- 37°30′27″N 138°55′12″E﻿ / ﻿37.50750°N 138.92000°E
- Type: settlement
- Periods: Jōmon period
- Location: Mitsuke, Niigata, Japan
- Region: Hokuriku region

Site notes
- Elevation: 76 m (249 ft)
- Public access: No facilities

= Mimitori Site =

Archaeological site

The Mimitori ruins (耳取遺跡, Mimitori iseki) is an archaeological site containing the ruins of a Jōmon period settlement located in what is now part of the city of Mitsuke, Niigata in the Hokuriku region of Japan. The site was designated a National Historic Site of Japan in 2015.

==Overview==
The Mimitori ruins are located in the Higashiyama Hills in the eastern portion of the Niigata Plain, on a ridge with an elevation of 76 meters. The size of this village ruin extends over 16,000 square meters, which makes it the largest in the Hokuriku region. The settlement existed from the middle Jōmon period (3000 to 2000 BC) through the late and final Jōmon period (2000 to 300 BC) and covered three overlapping areas. The middle Jōmon settlement was in the center of the hill, with houses in a horseshoe-shaped configuration around a central plaza, measuring 60 meters north-to-south by 70 meters east-to-west. The foundations of 12 oval-shaped pit dwellings measuring 8 x 3 meters were found, as was a large (10.6 centimeter) jadeite sphere.

The settlement expanded in the late Jōmon period to the west, forming a donut-shape, 200 meters north-to-south by 118 meters east-to-west with a central plaza 18 meters in diameter. A total of 66 pit dwelling foundations were found in this area. A midden was also discovered from this period. The final Jōmon period extended to the east of the original settlement. The style of buildings appears to have transitioned to elevated floor buildings. The pillar hole about 130 centimeters in diameter and was dug more than one meter deep, and a pillar about 50 centimeters in diameter was erected in it. Only two buildings were confirmed, but 36 similar holes were found in a wide area on the eastern side of the ruins. These are also considered to be pillar holes of the same building.

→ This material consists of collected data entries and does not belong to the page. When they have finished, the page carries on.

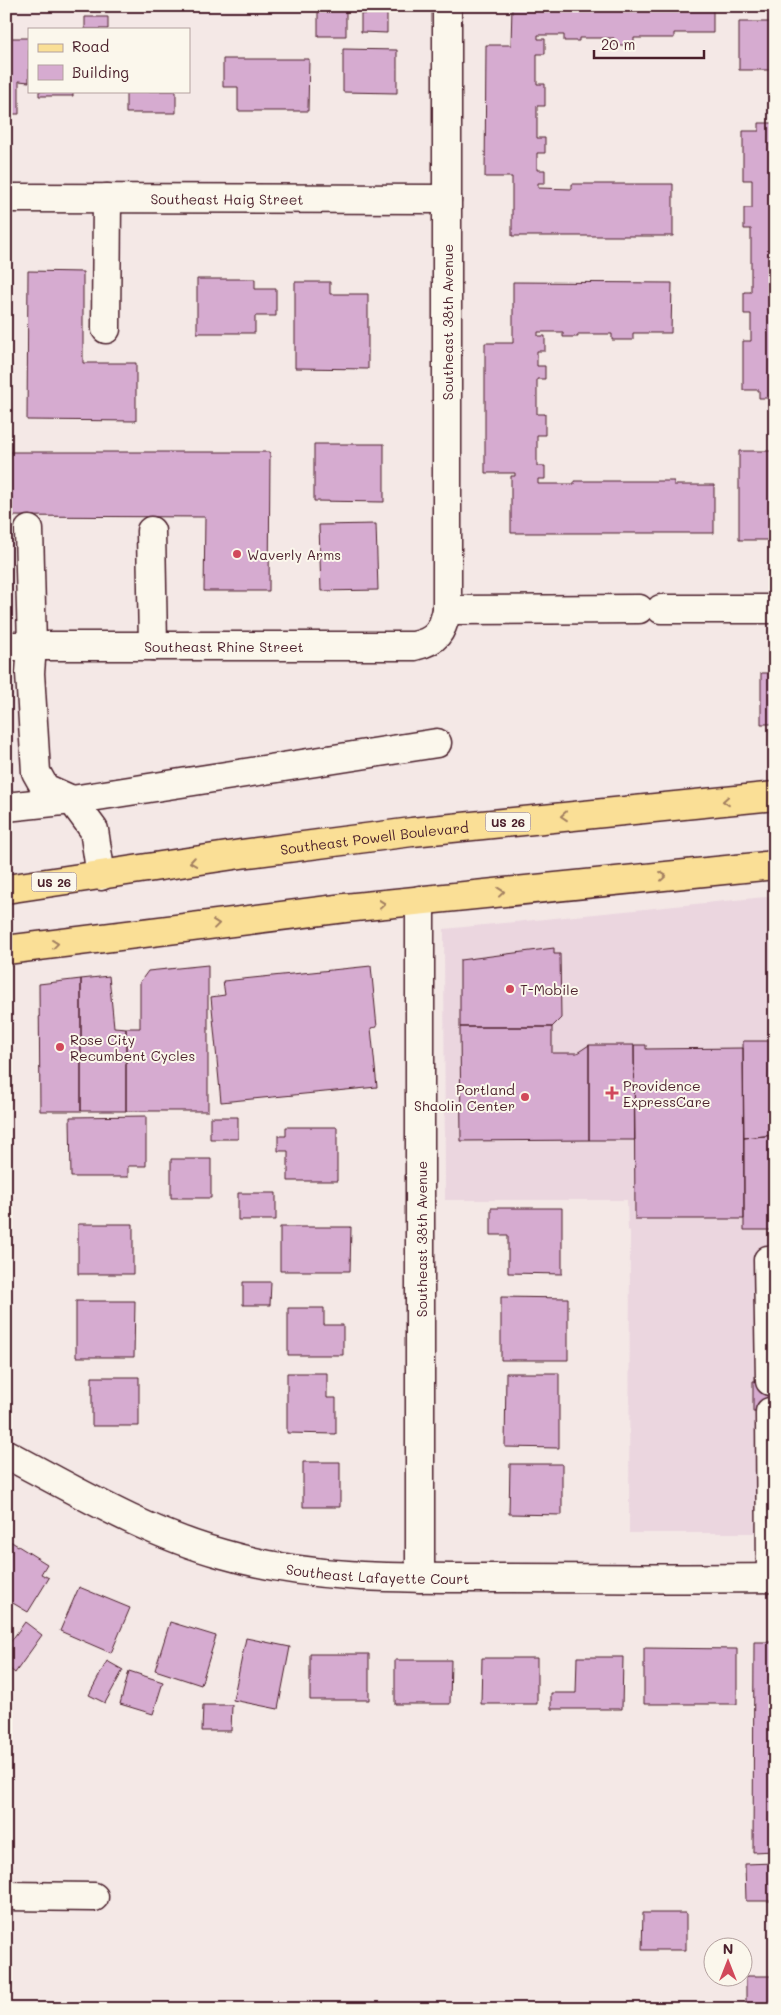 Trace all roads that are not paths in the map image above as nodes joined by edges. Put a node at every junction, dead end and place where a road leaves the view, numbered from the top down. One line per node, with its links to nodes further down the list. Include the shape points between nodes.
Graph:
1 (448, 6): 4 (street, Southeast 38th Avenue)
2 (6, 198): 3 (street, Southeast Haig Street)
3 (107, 198): 4 (street, Southeast Haig Street); 5 (street)
4 (448, 199): 9 (street, Southeast 38th Avenue)
5 (106, 329)
6 (29, 530): 11 (street)
7 (151, 531): 12 (street)
8 (775, 609): 9 (street)
9 (447, 610): 10 (street, Southeast 38th Avenue)
10 (437, 635): 12 (street, Southeast Rhine Street, via 427,643 414,646)
11 (19, 646): 12 (street, Southeast Rhine Street); 15 (street, via 30,673 36,772 45,788)
12 (153, 646)
13 (437, 743): 15 (street)
14 (775, 796): 18 (main road, Southeast Powell Boulevard / US 26, one-way to 18, via 412,832)
15 (72, 800): 16 (street); 18 (street, via 94,830)
16 (6, 807)
17 (775, 865): 20 (main road, one-way to 17)
18 (102, 876): 19 (main road, Southeast Powell Boulevard / US 26)
19 (6, 889)
20 (420, 900): 21 (main road, one-way to 20); 26 (street, Southeast 38th Avenue)
21 (6, 950)
22 (768, 1260): 23 (street)
23 (770, 1380)
24 (770, 1412): 27 (street)
25 (6, 1454): 26 (street, Southeast Lafayette Court, via 110,1510 188,1544 224,1555 335,1575)
26 (420, 1578): 27 (street, Southeast Lafayette Court)
27 (773, 1578)
28 (6, 1896): 29 (street)
29 (94, 1897)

The site has been known since the end of the 19th century as a location where Jōmon pottery and stone tools could be found; however, it was not first excavated until 1967 after a spate of tomb robberies occurred in the area. As a result of these survey results, the momentum for protecting the ruins increased, and a development plan for a large-scale housing area in 1987 was canceled. From 2011 to 2014, and in 2016 the Mitsuke City Board of Education conducted excavations.